[Collected data entries]
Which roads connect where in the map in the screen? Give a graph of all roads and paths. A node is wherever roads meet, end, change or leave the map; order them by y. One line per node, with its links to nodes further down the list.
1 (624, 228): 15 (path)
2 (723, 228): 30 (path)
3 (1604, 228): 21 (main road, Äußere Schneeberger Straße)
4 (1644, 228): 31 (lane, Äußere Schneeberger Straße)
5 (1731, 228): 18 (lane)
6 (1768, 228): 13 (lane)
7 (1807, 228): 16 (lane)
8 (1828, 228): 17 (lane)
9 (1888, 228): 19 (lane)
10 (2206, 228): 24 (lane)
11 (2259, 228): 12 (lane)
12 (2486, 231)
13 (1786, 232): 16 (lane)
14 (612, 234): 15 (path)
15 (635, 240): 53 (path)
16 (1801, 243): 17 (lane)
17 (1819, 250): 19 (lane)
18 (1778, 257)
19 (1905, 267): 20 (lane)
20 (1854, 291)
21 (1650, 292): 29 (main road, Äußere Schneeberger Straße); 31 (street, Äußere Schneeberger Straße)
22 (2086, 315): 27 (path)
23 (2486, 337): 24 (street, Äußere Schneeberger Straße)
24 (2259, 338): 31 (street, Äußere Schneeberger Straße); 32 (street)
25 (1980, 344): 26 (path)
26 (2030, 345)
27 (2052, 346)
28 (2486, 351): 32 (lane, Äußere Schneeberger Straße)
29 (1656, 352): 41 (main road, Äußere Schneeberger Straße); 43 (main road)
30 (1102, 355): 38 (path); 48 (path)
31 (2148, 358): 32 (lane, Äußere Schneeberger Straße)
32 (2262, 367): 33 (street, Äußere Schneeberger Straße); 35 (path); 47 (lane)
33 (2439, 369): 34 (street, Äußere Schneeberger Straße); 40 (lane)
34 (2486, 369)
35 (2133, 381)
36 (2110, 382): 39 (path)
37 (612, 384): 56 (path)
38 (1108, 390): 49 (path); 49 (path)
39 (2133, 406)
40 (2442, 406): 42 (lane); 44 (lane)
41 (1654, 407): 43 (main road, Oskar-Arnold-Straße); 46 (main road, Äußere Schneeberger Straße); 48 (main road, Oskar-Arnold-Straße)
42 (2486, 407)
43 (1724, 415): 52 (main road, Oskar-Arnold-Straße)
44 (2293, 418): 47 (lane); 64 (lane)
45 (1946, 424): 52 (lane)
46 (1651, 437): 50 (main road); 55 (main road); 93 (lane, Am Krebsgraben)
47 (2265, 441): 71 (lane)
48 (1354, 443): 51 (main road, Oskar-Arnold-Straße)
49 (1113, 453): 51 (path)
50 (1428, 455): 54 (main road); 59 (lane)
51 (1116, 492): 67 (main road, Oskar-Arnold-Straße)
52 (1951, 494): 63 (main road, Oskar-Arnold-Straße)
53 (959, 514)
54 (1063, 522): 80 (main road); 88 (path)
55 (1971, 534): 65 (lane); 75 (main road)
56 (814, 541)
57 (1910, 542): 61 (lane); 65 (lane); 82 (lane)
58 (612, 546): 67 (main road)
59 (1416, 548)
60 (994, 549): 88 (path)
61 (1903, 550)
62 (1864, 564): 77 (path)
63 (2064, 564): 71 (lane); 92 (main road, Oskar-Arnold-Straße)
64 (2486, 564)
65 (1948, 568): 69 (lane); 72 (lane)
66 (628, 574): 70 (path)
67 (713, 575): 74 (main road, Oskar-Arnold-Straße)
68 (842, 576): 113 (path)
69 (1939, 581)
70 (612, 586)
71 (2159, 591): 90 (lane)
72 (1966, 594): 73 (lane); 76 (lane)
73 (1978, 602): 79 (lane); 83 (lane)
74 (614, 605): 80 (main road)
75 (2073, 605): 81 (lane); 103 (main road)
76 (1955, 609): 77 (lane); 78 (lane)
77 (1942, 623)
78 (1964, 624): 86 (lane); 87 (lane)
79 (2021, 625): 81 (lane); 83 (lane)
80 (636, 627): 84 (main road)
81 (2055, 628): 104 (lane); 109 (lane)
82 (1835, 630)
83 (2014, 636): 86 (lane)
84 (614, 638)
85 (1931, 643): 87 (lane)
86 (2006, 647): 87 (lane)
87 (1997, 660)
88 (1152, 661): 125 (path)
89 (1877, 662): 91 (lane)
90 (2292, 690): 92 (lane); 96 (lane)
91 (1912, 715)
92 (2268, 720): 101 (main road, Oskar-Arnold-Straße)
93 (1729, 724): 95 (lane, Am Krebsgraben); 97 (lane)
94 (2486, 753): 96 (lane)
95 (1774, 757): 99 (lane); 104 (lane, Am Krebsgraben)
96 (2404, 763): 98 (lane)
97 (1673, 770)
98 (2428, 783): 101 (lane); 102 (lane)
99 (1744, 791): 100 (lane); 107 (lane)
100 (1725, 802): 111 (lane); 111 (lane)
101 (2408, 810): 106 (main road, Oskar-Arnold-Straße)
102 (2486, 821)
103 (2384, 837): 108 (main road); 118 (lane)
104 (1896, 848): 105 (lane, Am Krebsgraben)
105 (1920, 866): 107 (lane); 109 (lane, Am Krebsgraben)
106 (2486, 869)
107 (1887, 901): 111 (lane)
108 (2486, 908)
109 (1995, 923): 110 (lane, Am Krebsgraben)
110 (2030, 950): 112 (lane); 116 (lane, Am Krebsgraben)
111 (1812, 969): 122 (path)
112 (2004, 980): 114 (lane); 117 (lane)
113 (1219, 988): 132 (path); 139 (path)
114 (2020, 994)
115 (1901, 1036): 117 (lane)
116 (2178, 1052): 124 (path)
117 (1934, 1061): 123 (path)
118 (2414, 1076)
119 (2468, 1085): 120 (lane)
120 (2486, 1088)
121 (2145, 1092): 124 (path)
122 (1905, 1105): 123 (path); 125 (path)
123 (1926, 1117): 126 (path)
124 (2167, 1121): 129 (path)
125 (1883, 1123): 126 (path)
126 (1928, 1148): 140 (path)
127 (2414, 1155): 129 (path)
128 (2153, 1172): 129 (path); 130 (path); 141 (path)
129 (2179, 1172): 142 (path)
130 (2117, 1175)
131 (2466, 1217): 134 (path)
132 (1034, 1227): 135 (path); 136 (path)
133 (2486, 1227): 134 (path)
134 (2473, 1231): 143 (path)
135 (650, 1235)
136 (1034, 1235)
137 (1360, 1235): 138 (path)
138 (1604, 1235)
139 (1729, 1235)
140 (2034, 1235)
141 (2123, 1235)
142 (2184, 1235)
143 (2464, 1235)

# [WORK ORDER]
Leaving nothing out, print each line above exactly.

# [SOLUTION FOR THIS EXERCISE]
Which roads connect where in the map in the screen? Give a graph of all roads and paths. A node is wherever roads meet, end, change or leave the map; order them by y. One line per node, with its links to nodes further down the list.
1 (624, 228): 15 (path)
2 (723, 228): 30 (path)
3 (1604, 228): 21 (main road, Äußere Schneeberger Straße)
4 (1644, 228): 31 (lane, Äußere Schneeberger Straße)
5 (1731, 228): 18 (lane)
6 (1768, 228): 13 (lane)
7 (1807, 228): 16 (lane)
8 (1828, 228): 17 (lane)
9 (1888, 228): 19 (lane)
10 (2206, 228): 24 (lane)
11 (2259, 228): 12 (lane)
12 (2486, 231)
13 (1786, 232): 16 (lane)
14 (612, 234): 15 (path)
15 (635, 240): 53 (path)
16 (1801, 243): 17 (lane)
17 (1819, 250): 19 (lane)
18 (1778, 257)
19 (1905, 267): 20 (lane)
20 (1854, 291)
21 (1650, 292): 29 (main road, Äußere Schneeberger Straße); 31 (street, Äußere Schneeberger Straße)
22 (2086, 315): 27 (path)
23 (2486, 337): 24 (street, Äußere Schneeberger Straße)
24 (2259, 338): 31 (street, Äußere Schneeberger Straße); 32 (street)
25 (1980, 344): 26 (path)
26 (2030, 345)
27 (2052, 346)
28 (2486, 351): 32 (lane, Äußere Schneeberger Straße)
29 (1656, 352): 41 (main road, Äußere Schneeberger Straße); 43 (main road)
30 (1102, 355): 38 (path); 48 (path)
31 (2148, 358): 32 (lane, Äußere Schneeberger Straße)
32 (2262, 367): 33 (street, Äußere Schneeberger Straße); 35 (path); 47 (lane)
33 (2439, 369): 34 (street, Äußere Schneeberger Straße); 40 (lane)
34 (2486, 369)
35 (2133, 381)
36 (2110, 382): 39 (path)
37 (612, 384): 56 (path)
38 (1108, 390): 49 (path); 49 (path)
39 (2133, 406)
40 (2442, 406): 42 (lane); 44 (lane)
41 (1654, 407): 43 (main road, Oskar-Arnold-Straße); 46 (main road, Äußere Schneeberger Straße); 48 (main road, Oskar-Arnold-Straße)
42 (2486, 407)
43 (1724, 415): 52 (main road, Oskar-Arnold-Straße)
44 (2293, 418): 47 (lane); 64 (lane)
45 (1946, 424): 52 (lane)
46 (1651, 437): 50 (main road); 55 (main road); 93 (lane, Am Krebsgraben)
47 (2265, 441): 71 (lane)
48 (1354, 443): 51 (main road, Oskar-Arnold-Straße)
49 (1113, 453): 51 (path)
50 (1428, 455): 54 (main road); 59 (lane)
51 (1116, 492): 67 (main road, Oskar-Arnold-Straße)
52 (1951, 494): 63 (main road, Oskar-Arnold-Straße)
53 (959, 514)
54 (1063, 522): 80 (main road); 88 (path)
55 (1971, 534): 65 (lane); 75 (main road)
56 (814, 541)
57 (1910, 542): 61 (lane); 65 (lane); 82 (lane)
58 (612, 546): 67 (main road)
59 (1416, 548)
60 (994, 549): 88 (path)
61 (1903, 550)
62 (1864, 564): 77 (path)
63 (2064, 564): 71 (lane); 92 (main road, Oskar-Arnold-Straße)
64 (2486, 564)
65 (1948, 568): 69 (lane); 72 (lane)
66 (628, 574): 70 (path)
67 (713, 575): 74 (main road, Oskar-Arnold-Straße)
68 (842, 576): 113 (path)
69 (1939, 581)
70 (612, 586)
71 (2159, 591): 90 (lane)
72 (1966, 594): 73 (lane); 76 (lane)
73 (1978, 602): 79 (lane); 83 (lane)
74 (614, 605): 80 (main road)
75 (2073, 605): 81 (lane); 103 (main road)
76 (1955, 609): 77 (lane); 78 (lane)
77 (1942, 623)
78 (1964, 624): 86 (lane); 87 (lane)
79 (2021, 625): 81 (lane); 83 (lane)
80 (636, 627): 84 (main road)
81 (2055, 628): 104 (lane); 109 (lane)
82 (1835, 630)
83 (2014, 636): 86 (lane)
84 (614, 638)
85 (1931, 643): 87 (lane)
86 (2006, 647): 87 (lane)
87 (1997, 660)
88 (1152, 661): 125 (path)
89 (1877, 662): 91 (lane)
90 (2292, 690): 92 (lane); 96 (lane)
91 (1912, 715)
92 (2268, 720): 101 (main road, Oskar-Arnold-Straße)
93 (1729, 724): 95 (lane, Am Krebsgraben); 97 (lane)
94 (2486, 753): 96 (lane)
95 (1774, 757): 99 (lane); 104 (lane, Am Krebsgraben)
96 (2404, 763): 98 (lane)
97 (1673, 770)
98 (2428, 783): 101 (lane); 102 (lane)
99 (1744, 791): 100 (lane); 107 (lane)
100 (1725, 802): 111 (lane); 111 (lane)
101 (2408, 810): 106 (main road, Oskar-Arnold-Straße)
102 (2486, 821)
103 (2384, 837): 108 (main road); 118 (lane)
104 (1896, 848): 105 (lane, Am Krebsgraben)
105 (1920, 866): 107 (lane); 109 (lane, Am Krebsgraben)
106 (2486, 869)
107 (1887, 901): 111 (lane)
108 (2486, 908)
109 (1995, 923): 110 (lane, Am Krebsgraben)
110 (2030, 950): 112 (lane); 116 (lane, Am Krebsgraben)
111 (1812, 969): 122 (path)
112 (2004, 980): 114 (lane); 117 (lane)
113 (1219, 988): 132 (path); 139 (path)
114 (2020, 994)
115 (1901, 1036): 117 (lane)
116 (2178, 1052): 124 (path)
117 (1934, 1061): 123 (path)
118 (2414, 1076)
119 (2468, 1085): 120 (lane)
120 (2486, 1088)
121 (2145, 1092): 124 (path)
122 (1905, 1105): 123 (path); 125 (path)
123 (1926, 1117): 126 (path)
124 (2167, 1121): 129 (path)
125 (1883, 1123): 126 (path)
126 (1928, 1148): 140 (path)
127 (2414, 1155): 129 (path)
128 (2153, 1172): 129 (path); 130 (path); 141 (path)
129 (2179, 1172): 142 (path)
130 (2117, 1175)
131 (2466, 1217): 134 (path)
132 (1034, 1227): 135 (path); 136 (path)
133 (2486, 1227): 134 (path)
134 (2473, 1231): 143 (path)
135 (650, 1235)
136 (1034, 1235)
137 (1360, 1235): 138 (path)
138 (1604, 1235)
139 (1729, 1235)
140 (2034, 1235)
141 (2123, 1235)
142 (2184, 1235)
143 (2464, 1235)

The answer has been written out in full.